Luego de pasar los cuatro controles fronterizos (Argentina – Chile – Chile – Argentina) llegamos a Isla Grande de Tierra del Fuego!!!
Para ir desde la punta extrema del continente a la isla, cruzamos en un barco de Punta Delgada a Bahía Azul (Chile). ¡Fue una emoción muy fuerte atravesar el Estrecho de Magallanes! Aguas del Océano Atlántico y el Océano Pacífico entremezcladas… ¡Increíble!

Estuvimos con el capitán en la sala de mando, quién nos contó que la tradición decía que había que bañarse con aquella agua… pero… ¡el agua estaba muy fría! Mmmm…. ¡Creo que rompimos la tradición!
Aquella parte del viaje fue muy importante para nosotros, estábamos llegando al extremo opuesto de América…
Una vez en la isla avanzamos más de 100 km. por territorio chileno, por una ruta en pésimas condiciones, un ripio desmejorado con cantidad de pozos peligrosos (al agarrar uno casi volcamos).
Ya eran las 11 p.m y aún teníamos un suave resplandor del sol. En el verano oscurece cerca de las 12 a.m y amanece 4 a.m. ¡Una noche muy corta! Caso contrario en el invierno.

Llegamos muy tarde a Río Grande, conocida como “Capital Internacional de la Trucha”, se ubica en la zona norte de la provincia, en una zona de relieve llano con lomas bajas y redondeadas.
Buscamos incansablemente hotel, todos estaban completos ¡y nosotros muy cansados! ¡no lo podíamos creer! Fuimos a cenar y conocimos unos lugareños, nos asesoraron sobre otros hoteles…
Eran pasadas las 3 a.m. cuando nos resignamos a dormir en la camio, ya estaba por amanecer… Nos estacionamos en una Estación de Servicio iluminada, nos abrigamos con las bolsas de dormir, ¡y caímos rendidos!

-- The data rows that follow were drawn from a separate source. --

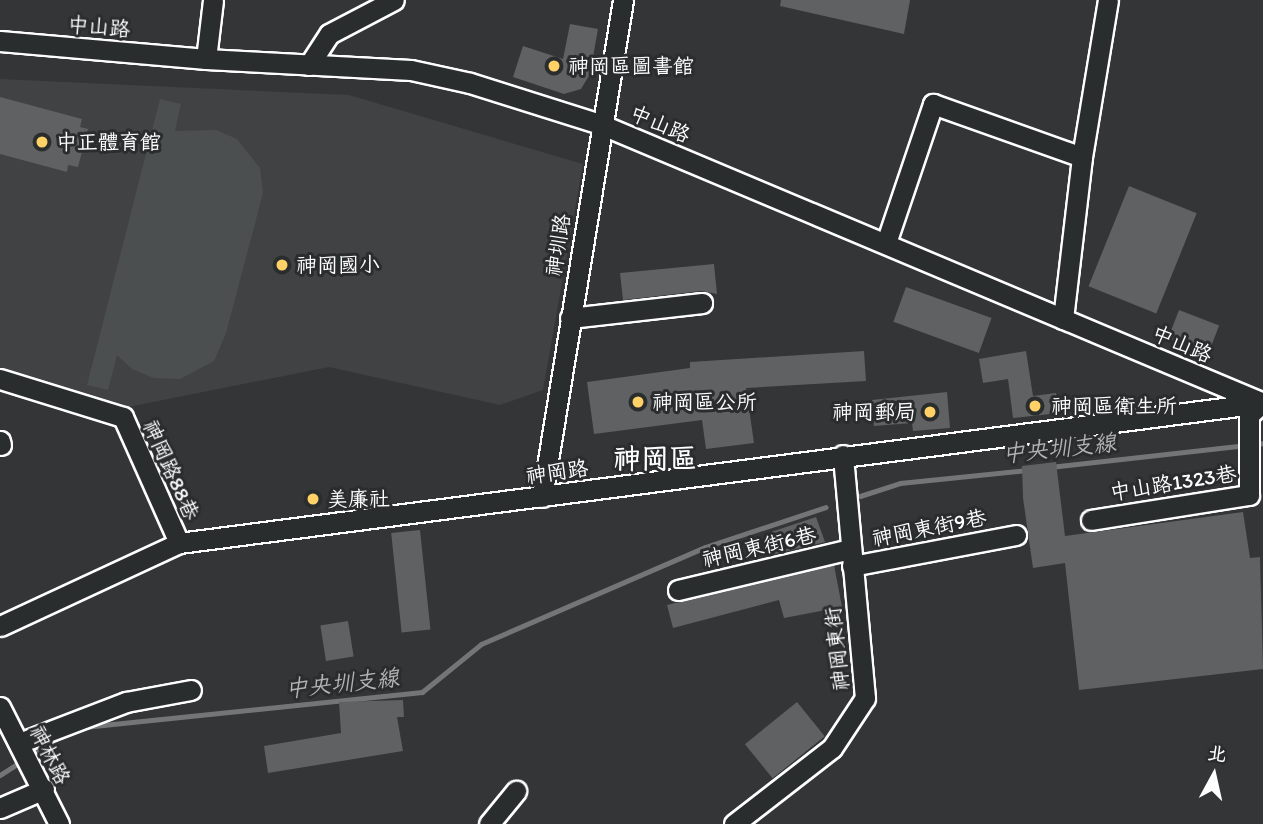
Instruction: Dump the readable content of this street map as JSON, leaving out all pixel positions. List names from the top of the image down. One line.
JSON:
{"streets":{"street":["中山路","神圳路","神岡路88巷","神岡路","中山路1323巷","神岡東街9巷","神岡東街6巷","神岡東街","神林路"]},"crossings":[["中山路","神圳路"],["中山路","神岡路"],["中山路","中山路1323巷"],["神圳路","神岡路"],["神岡路88巷","神岡路"],["神岡路","中山路1323巷"],["神岡路","神岡東街"],["神岡東街9巷","神岡東街6巷"],["神岡東街9巷","神岡東街"],["神岡東街6巷","神岡東街"]],"districts":["神岡區"],"water":["中央圳支線"],"places":["神岡區圖書館","中正體育館","神岡國小","神岡區公所","神岡區衛生所","神岡郵局","美廉社"],"north":"top"}
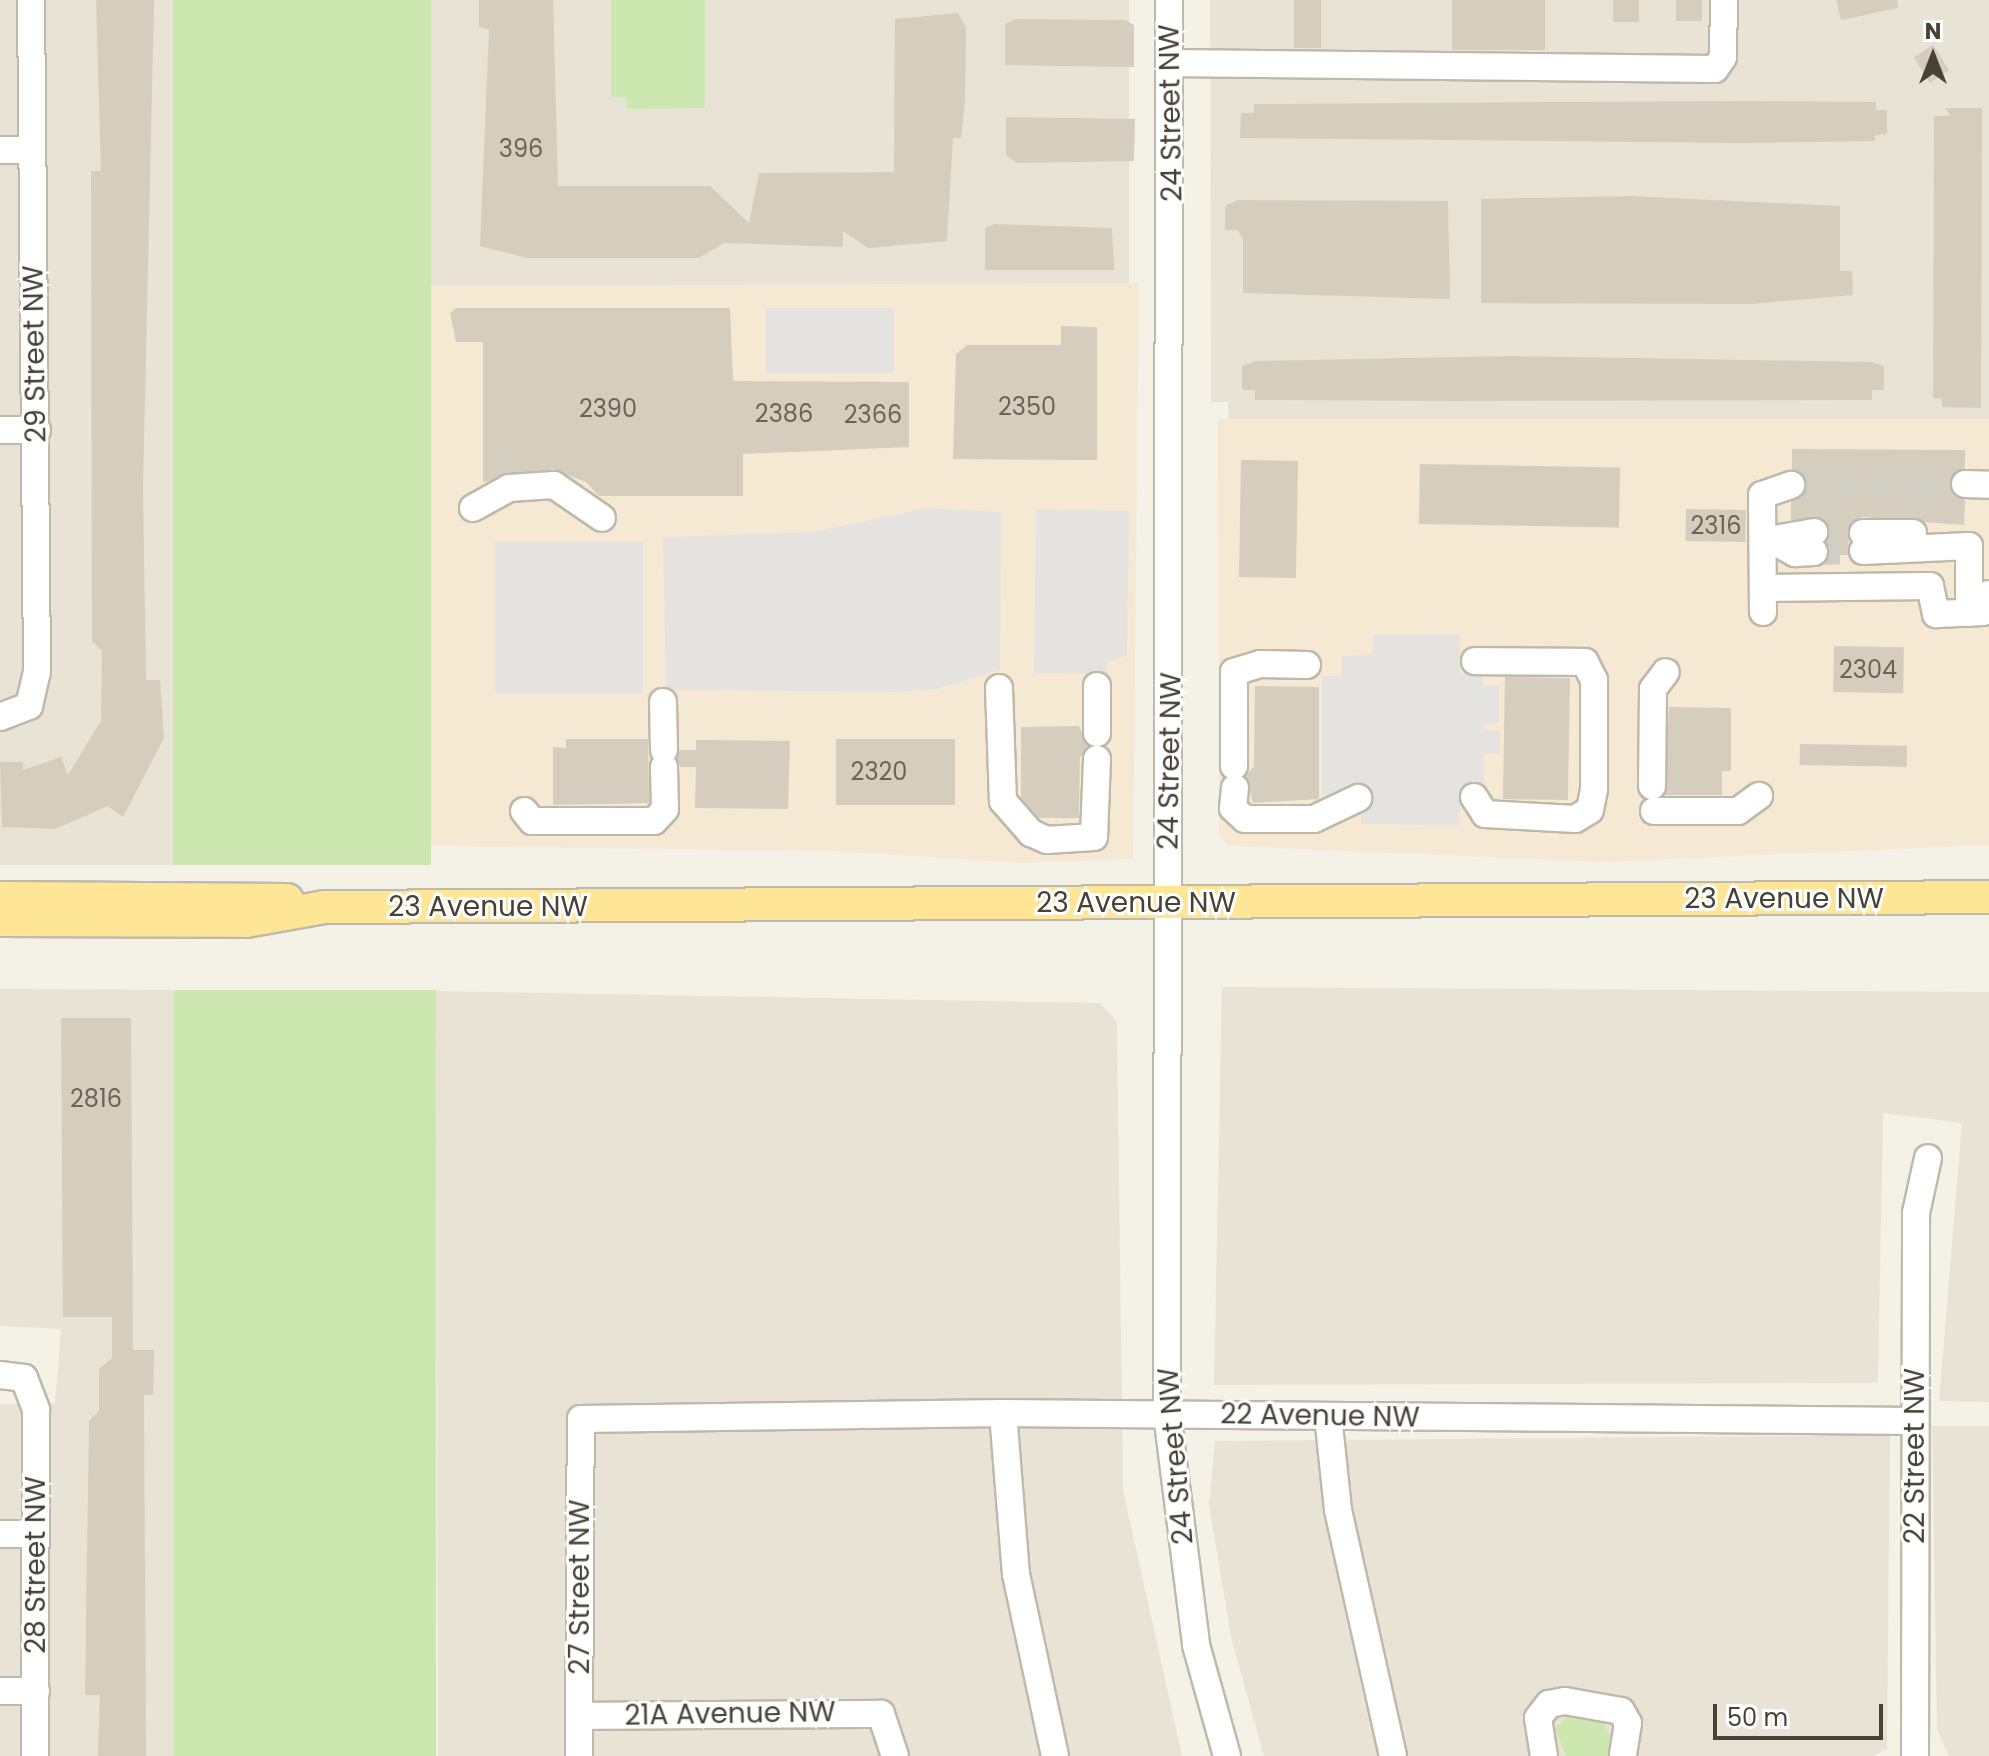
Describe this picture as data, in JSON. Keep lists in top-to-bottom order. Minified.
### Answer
{"streets":{"main road":["23 Avenue NW"],"street":["24 Street NW","29 Street NW","22 Avenue NW","22 Street NW","28 Street NW","27 Street NW","21A Avenue NW"]},"crossings":[["24 Street NW","23 Avenue NW"],["24 Street NW","22 Avenue NW"],["22 Avenue NW","22 Street NW"],["22 Avenue NW","27 Street NW"],["27 Street NW","21A Avenue NW"]],"house_numbers":["396","2350","2390","2386","2366","2316","2304","2320","2816"],"scale_bar":"50 m","north":"top"}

Descansamos pocas horas, recorrimos la ciudad y continuamos muy ansiosos hacia La Reina Austral, Ushuaia. En el camino nos deleitamos con un paisaje deslumbrante que fue cambiando paso a paso. Desde la estepa al bosque patagónico, atravesamos el Lago Fagnano, un lago binacional (Chile – Argentina), el sexto más largo de América del Sur, reconocido por sus aguas cristalinas y por la presencia de las magníficas truchas arco iris que representan un verdadero tesoro para los pescadores deportivos.

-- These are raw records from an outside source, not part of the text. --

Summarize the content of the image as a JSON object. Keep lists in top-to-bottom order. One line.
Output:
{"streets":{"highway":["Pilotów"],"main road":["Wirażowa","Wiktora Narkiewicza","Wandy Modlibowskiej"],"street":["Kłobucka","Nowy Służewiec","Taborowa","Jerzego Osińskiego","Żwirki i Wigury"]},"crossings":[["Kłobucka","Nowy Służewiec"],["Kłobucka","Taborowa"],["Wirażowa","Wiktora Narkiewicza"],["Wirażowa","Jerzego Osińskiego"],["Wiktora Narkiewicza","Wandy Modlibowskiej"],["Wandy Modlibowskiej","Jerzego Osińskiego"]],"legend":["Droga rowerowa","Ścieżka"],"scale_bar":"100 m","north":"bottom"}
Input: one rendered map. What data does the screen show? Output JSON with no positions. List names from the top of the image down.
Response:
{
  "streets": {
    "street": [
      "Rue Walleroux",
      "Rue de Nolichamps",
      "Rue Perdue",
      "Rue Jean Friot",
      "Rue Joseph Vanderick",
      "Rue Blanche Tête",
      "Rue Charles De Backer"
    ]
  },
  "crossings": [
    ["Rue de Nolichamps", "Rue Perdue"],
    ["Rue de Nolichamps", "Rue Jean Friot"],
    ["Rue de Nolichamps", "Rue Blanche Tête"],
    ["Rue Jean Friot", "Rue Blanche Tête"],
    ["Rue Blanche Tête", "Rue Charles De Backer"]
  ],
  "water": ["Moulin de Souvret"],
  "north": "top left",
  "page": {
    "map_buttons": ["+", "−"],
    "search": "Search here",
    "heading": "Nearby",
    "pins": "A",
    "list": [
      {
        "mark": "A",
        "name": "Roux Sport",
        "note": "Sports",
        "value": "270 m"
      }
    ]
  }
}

Conocimos Tolhuin, un pueblito que se encuentra en el corazón de la isla. En el medio del bosque fueguino, entre el límite de la cadena montañosa y la llanura de Tierra del Fuego… Allí degustamos una deliciosas facturas de una panadería recomendada.
Al sur de este y enclavado en la cordillera, al pie del Paso Garibaldi, nos encontramos con el Lago Escondido. Está protegido por frondosos bosques de lengas y ñires, que le otorgan un aire de ensueño. Accedimos al mirador del Paso Garibaldi, y observamos todo esa grandiosa vista panorámica.

Continuamos viaje por la Ruta Nacional Nº 3 rodeados de picos nevados hasta llegar Ushuaia, ubicada entre la Cordillera de los Andes y el Canal de Beagle, la ciudad más austral del mundo!!! ¡Siii! ¡Estábamos cumpliendo una parte importante de nuestro sueño! Llegar al Fin del Mundo en nuestra camio... Habíamos iniciado en Texas, EEUU y nos encontrábamos en el extremo sur del Continente Americano, llevábamos recorrido aproximadamente unos 40.000 km (sólo por tierra).

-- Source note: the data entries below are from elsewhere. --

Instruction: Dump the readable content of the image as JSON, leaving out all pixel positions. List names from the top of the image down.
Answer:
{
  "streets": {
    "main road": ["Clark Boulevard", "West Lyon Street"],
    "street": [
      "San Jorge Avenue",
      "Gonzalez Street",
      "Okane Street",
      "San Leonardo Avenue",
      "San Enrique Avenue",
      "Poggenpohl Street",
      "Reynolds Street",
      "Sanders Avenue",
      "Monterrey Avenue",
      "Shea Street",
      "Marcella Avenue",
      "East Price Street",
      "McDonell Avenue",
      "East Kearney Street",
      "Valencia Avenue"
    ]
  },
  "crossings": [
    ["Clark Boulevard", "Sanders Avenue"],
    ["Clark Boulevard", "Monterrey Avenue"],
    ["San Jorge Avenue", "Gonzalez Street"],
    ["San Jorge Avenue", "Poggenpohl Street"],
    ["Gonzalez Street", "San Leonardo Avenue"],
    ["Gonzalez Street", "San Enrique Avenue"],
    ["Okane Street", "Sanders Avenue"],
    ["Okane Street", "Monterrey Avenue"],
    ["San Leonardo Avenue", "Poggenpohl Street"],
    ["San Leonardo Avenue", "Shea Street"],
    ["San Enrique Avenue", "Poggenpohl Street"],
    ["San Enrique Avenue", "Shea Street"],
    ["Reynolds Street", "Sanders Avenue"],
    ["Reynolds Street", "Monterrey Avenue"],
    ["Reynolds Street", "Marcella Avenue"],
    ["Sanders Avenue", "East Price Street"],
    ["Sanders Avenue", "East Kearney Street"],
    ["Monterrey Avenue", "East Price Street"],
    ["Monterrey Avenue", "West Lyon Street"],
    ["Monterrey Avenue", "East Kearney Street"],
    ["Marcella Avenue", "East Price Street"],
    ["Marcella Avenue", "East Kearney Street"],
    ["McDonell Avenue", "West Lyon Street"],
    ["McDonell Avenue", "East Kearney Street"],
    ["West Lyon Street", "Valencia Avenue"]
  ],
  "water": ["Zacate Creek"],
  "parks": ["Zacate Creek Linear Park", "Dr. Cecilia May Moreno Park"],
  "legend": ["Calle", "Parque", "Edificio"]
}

Fuimos a la Secretaría de Turismo, Jorge Beltrame, Director de Promoción, nos recibió y muy cordialmente nos indicó las actividades que podíamos realizar.
Esa misma noche fuimos a ver “La Aventura del Beagle”, el espectáculo del Fin del Mundo. Un musical genial en el cual aprendimos sobre la historia y el paso del Capitán Fitz Roy, el joven científico Charles Darwin y los indígenas Yámanas, primeros pobladores de la zona. Nos divertimos mucho formando parte de la escena, el teatro es un gran barco y nosotros estábamos sentados en uno de los botes salvavidas. Una obra ideal para comenzar la estadía en aquella ciudad.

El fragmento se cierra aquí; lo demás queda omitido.